3. Our final new proposal to the Older Americans Act is one that affects each and every one of us, life course planning. This proposal is critical as we work together to prepare America for its longevity. Mr. Chairman, more people in this country spend more time planning for their vacations and for holidays than they do their own future. As longevity becomes increasingly commonplace, a systematic approach is needed to assist individuals and families to understand and be prepared to meet their everyday economic, health, social, housing and other needs at progressive stages of the advanced years of life. For women, and in particular low-income and women of color, many of whom are facing a precarious retirement future, this is even more important. Life course planning means taking the appropriate steps to prepare for one's longevity. These steps include gaining financial literacy and knowledge of pension and public benefits; opportunities for community participation and social engagement options, including access to employment, volunteer, educational and leisure activities; understanding housing options and health insurance benefits, including Medicare, Medicaid and Medicare supplemental insurance; and learning about consumer protection, including being alert to telemarketing scams and fraudulent investment offers.

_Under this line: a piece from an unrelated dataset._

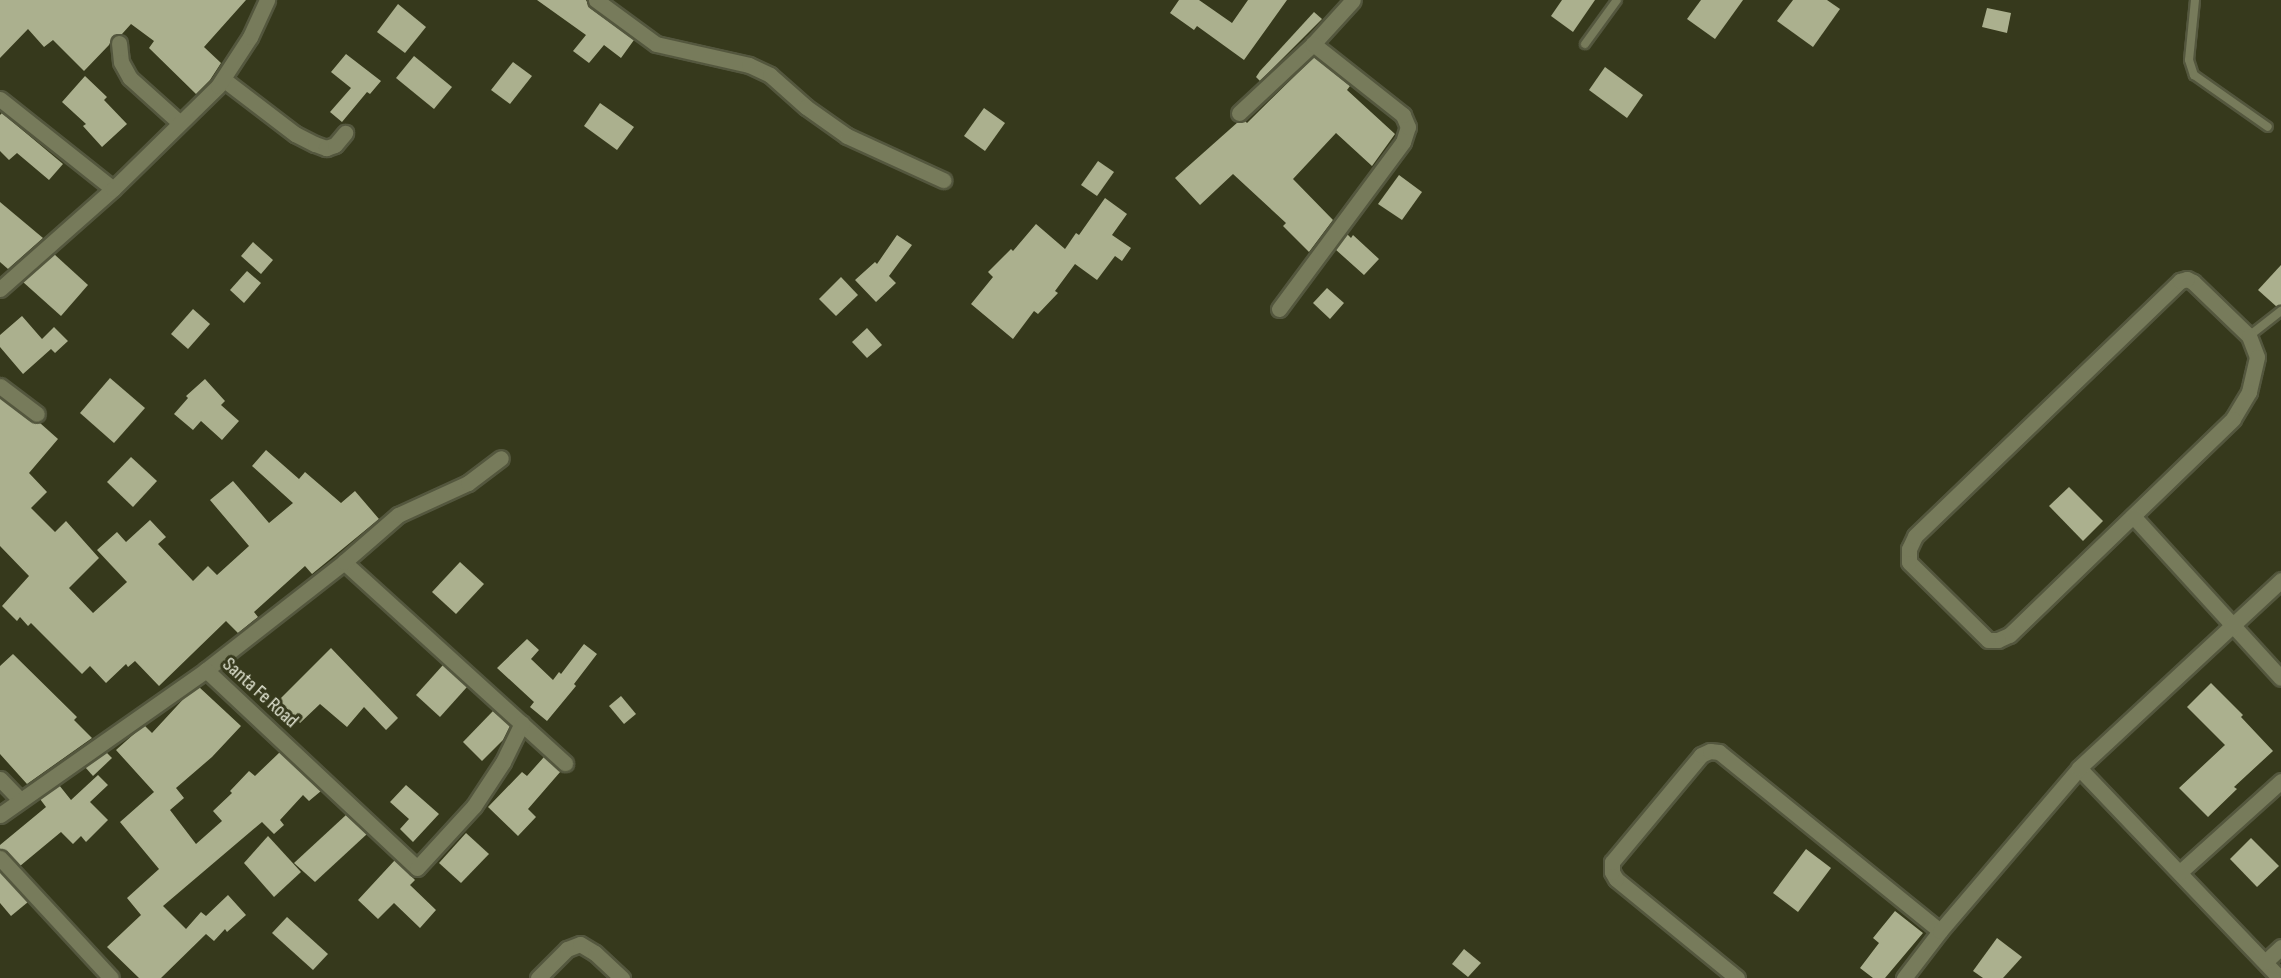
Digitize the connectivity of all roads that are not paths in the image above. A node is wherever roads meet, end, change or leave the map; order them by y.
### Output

Our proposal amends title VII of the Older Americans Act to expand the purpose of the current Outreach, Counseling and Assistance program to provide older and mid-life individuals with information, counseling and assistance related to life course planning. States electing this option would be required, in coordination with area agencies on aging, to: a) provide outreach counseling and assistance related to obtaining insurance benefits and public benefits; b) provide additional life course planning services to the extent permitted by available funds; c) establish a system of referrals to appropriate providers and agencies; and d) give priority to those in greatest social and economic need, with particular attention to low-income minorities. We believe that increased information and greater public awareness through dissemination of information and counseling assistance will aid individuals in making informed choices about meeting their needs and in avoiding risks that lead to vulnerability. Individuals who are better informed about the costs and requirements of daily living over a longer life span will be better able to exercise more personal responsibility and anticipate and prepare for their future needs.

We are very excited about the promise and potential of these new proposals and what they mean for the future of our aging population.

Mr. Chairman and Members of the Subcommittee, the Administration on Aging has adopted the theme of "Honor the Past, Imagine the Future: Towards a Society for All Ages" to be used in recognition of Older Americans Month in May and throughout the year. This theme also reflects our vision for what we hope will be the first reauthorized Older Americans Act of the 21st century.

1999, the International Year of Older Persons, presents us with an opportunity to engage our nation and its decision makers in what we can and must do in the next century to prepare for the gift of longevity. We look forward to working with you, the members of the Subcommittee and your staff to reauthorize the Older Americans Act. The future we can create for our elders depends upon it. I look forward to answering any questions you might have.